A light lunch will be served at 11.30am.
Please note that online registration at the Hudson Institute is also mandatory. Due to limited capacity, we suggest that you register early to secure your seat. The link to register is: https://www.eventbrite.com/e/27005145116.
Vietnam is home to a wide diversity of religions. A majority Buddhist country, it also has Asia’s second-largest Catholic population, a fast-growing Protestant community, indigenous religions such as Cao Dai and Hoa Hao and religious minorities including Khmer Krom Buddhists, Muslims, Hindus and Bahá’í. Throughout history, religions have played an active role in all aspects of the nation’s life. This is particularly exemplified with the Buddhists, who have a tradition of independence and social engagement unique in South-East Asia.
Today, in Vietnam’s one-Party state, religious organizations and leaders continue to assume this crucial role, in addition to their activities in purely religious and spiritual matters. In the absence of opposition parties, a free press, independent trade unions and NGOs, the religious movements are essential voices of civil society, putting forth the people’s grievances and pressing for social and political reforms.
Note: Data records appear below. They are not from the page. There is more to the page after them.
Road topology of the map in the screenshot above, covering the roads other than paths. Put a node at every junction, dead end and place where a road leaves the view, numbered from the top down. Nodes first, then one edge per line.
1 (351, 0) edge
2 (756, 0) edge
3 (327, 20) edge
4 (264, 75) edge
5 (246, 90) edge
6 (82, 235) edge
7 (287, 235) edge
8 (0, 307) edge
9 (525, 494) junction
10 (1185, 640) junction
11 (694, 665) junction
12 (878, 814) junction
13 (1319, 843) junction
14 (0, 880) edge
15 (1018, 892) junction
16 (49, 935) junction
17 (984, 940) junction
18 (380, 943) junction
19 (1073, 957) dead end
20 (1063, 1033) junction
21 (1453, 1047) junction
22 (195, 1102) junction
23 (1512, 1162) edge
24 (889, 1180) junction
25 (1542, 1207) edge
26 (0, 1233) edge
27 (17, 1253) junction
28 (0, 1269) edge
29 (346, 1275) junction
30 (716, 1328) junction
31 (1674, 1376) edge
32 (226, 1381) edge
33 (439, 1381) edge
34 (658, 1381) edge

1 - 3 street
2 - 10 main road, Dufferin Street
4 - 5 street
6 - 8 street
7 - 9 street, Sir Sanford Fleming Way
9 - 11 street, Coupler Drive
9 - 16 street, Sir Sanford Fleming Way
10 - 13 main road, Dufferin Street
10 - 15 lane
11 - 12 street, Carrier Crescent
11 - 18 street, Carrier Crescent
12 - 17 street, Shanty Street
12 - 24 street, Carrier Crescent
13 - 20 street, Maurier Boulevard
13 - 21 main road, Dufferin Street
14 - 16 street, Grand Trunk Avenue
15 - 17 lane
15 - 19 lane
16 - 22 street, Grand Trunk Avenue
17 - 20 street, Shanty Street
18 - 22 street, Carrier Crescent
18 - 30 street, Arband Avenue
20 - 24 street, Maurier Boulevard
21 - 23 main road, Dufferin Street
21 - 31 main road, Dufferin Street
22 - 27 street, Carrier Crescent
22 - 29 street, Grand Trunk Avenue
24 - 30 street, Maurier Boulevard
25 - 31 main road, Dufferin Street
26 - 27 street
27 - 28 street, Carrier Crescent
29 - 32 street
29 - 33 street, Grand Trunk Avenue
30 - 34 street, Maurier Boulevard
Largely as a result, they are subjected to persecution in every form. Hanoi has set up “state-sanctioned” Churches under Communist Party control. It imposes a draconian system of registration, and a system of police enforcement that includes the intimidation, brutality and detention of religious followers with impunity. A new Law on Belief and Religion will soon be adopted that further restricts the right to freedom of religion or belief. Yet this ongoing repression finds little notice in the international press.
Why should this matter to Western democracies? The US has been a leader in the movement for international religious freedom. With the 1998 International Religious Freedom Act, religious freedom for all groups became an institutionalized component of US foreign policy. The European Union is following with the adoption of EU Guidelines on the Protection of Freedom of Religion or Belief (2013) and the appointment in April 2016 of a Special Envoy for the promotion of freedom of religion or belief outside the European Union. Efforts for increased transatlantic and global cooperation are underway to advance this basic freedom worldwide.
US foreign policy is deepening its engagement in Asia. President Obama’s “redressment to Asia” aims to strengthen the US presence in a region overshadowed by an expanding China. With its allies, the US has the vision and capacity to counterbalance Beijing’s advancement and maintain peace and security in the region. A freer, more democratic Vietnam would be a vital ally for the US, yet Hanoi’s newly appointed leadership is hardline and pro-Chinese. In April, the independent U.S. Commission on International Religious Freedom recommended that Vietnam be included on the U.S. official listing of “countries of particular concern” for its record of religious persecution. In spite of this, President Obama visited Vietnam last May and lifted the U.S. arms embargo without securing any concessions for religious groups or their members. Will the next administration continue this trend or pursue policies that encourage meaningful reform?
The Conference aims to give voice to Vietnam’s persecuted religious communities; survey the current violations of religious freedom in Vietnam; explore policy options to promote religious freedom and develop a civic culture of tolerance and compassion; help lay the foundations of lasting peace in this region and in the world.